Multiple imputation for Cox regression with sampled cohort data

Njøs, Aleksander

Master thesis

View/Open

aleksandernjosThesis.pdf (720.9Kb)

Year

2020

Abstract

In nested case-control and case-cohort studies of time-to-events, covariate information is collected for all individuals in the sampled cohort. Often information on some of the covariates are easily available for the entire cohort while some can only be collected for a limited amount of individuals; those in the sampled cohort. Multiple imputation, an algorithm for handling missing data, can be used to impute (``fill inn'') covariate values, that have not been collected for individuals in the remaining part of the cohort, a small to moderately number of times. Then, Cox regression estimates from each imputed dataset (cohort) can be combined according to Rubin's rules. Multiple imputation used in this setting has previously been shown to give more efficient inferences by utilising more of the available information outside the sampled cohorts. However, in studies with very large cohorts, multiple imputation for the entire cohort might be very demanding or even infeasible.
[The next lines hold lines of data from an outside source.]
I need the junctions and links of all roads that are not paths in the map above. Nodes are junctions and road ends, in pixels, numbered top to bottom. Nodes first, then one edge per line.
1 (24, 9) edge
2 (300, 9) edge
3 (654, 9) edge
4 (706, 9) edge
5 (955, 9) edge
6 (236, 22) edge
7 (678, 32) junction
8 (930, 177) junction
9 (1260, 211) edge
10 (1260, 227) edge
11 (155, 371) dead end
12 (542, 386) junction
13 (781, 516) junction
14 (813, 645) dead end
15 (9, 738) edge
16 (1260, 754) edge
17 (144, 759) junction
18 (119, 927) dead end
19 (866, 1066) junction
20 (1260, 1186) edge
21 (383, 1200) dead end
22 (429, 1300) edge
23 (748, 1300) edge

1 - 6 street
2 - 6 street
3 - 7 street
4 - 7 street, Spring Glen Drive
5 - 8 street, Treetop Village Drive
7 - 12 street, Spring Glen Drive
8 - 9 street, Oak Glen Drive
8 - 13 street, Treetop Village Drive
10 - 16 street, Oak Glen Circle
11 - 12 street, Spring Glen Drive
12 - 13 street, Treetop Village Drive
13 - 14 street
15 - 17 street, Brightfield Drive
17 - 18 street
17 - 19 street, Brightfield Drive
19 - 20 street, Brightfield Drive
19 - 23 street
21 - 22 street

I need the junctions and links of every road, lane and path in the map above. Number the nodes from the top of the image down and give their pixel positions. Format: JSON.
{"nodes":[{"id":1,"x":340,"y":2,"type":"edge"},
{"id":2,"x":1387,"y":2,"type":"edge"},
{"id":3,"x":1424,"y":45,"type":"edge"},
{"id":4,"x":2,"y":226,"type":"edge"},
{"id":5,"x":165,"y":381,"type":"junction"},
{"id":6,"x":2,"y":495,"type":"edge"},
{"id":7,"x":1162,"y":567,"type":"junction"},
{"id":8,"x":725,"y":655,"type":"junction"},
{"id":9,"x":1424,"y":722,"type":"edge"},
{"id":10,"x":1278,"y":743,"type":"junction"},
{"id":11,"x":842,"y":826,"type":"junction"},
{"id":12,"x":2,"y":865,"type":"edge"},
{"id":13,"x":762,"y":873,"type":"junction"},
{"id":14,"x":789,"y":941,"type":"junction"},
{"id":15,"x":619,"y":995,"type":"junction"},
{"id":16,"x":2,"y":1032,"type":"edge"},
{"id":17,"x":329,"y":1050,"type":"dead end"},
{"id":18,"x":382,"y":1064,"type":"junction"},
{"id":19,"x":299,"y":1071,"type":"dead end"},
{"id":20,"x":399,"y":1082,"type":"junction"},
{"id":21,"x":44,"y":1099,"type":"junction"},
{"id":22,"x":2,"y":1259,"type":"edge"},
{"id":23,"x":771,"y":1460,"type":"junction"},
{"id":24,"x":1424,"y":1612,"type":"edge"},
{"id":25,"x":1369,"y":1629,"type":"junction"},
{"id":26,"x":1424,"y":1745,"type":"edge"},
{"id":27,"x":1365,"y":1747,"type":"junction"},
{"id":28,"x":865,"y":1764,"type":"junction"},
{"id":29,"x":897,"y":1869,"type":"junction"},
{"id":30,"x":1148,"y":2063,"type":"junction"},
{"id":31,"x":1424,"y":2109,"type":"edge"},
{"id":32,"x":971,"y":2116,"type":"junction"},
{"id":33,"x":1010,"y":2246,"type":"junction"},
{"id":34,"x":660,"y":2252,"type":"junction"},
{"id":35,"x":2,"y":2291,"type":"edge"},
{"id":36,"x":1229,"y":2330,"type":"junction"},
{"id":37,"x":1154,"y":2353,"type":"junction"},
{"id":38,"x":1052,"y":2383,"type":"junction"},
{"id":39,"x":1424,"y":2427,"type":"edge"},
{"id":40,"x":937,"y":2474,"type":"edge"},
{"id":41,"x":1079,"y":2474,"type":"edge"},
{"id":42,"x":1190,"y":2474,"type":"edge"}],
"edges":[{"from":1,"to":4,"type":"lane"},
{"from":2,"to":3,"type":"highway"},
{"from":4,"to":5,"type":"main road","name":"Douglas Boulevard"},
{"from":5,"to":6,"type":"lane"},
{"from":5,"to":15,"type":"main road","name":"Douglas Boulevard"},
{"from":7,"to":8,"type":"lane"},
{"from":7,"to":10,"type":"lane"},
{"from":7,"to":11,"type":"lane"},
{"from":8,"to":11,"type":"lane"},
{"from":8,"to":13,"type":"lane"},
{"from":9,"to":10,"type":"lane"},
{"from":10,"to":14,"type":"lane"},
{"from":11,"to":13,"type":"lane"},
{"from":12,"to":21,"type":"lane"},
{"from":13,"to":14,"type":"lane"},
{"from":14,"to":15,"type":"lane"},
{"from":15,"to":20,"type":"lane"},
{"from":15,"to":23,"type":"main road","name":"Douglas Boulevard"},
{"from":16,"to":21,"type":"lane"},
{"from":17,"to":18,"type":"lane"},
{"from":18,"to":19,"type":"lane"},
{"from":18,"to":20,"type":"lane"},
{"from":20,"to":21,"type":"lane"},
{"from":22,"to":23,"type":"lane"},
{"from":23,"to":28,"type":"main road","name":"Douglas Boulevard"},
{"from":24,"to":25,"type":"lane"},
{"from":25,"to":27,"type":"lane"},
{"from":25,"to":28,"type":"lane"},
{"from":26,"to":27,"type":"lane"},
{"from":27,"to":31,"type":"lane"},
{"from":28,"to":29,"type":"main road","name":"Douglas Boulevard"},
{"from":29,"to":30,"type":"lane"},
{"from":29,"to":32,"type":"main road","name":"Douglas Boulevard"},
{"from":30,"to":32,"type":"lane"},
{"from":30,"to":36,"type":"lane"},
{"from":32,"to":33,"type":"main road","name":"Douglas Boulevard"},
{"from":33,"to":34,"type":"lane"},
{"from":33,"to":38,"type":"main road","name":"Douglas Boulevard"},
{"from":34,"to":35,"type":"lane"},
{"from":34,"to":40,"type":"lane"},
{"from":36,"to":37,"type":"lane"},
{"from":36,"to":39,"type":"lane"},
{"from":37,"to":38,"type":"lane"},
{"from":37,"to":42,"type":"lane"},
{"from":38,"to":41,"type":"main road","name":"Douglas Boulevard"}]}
In this thesis, existing methods for multiple imputation of missing values (by chance) in sampled cohort studies, in their original and an adapted form, are used to impute values in a superset of the sampled cohort. Imputing values missing by design in the superset motivates estimating the regression coefficients with nested case-control or case-cohort estimators. The results from simple simulations experiments show good performance with respect to bias and efficiency. For very large cohorts, the number of controls in a nested case-control superset or the size of the subcohort in a case-cohort superset, determines the size of the part of the cohort that is to be imputed, and superset imputation therefore looks like a promising method when imputation of the entire cohort is not possible.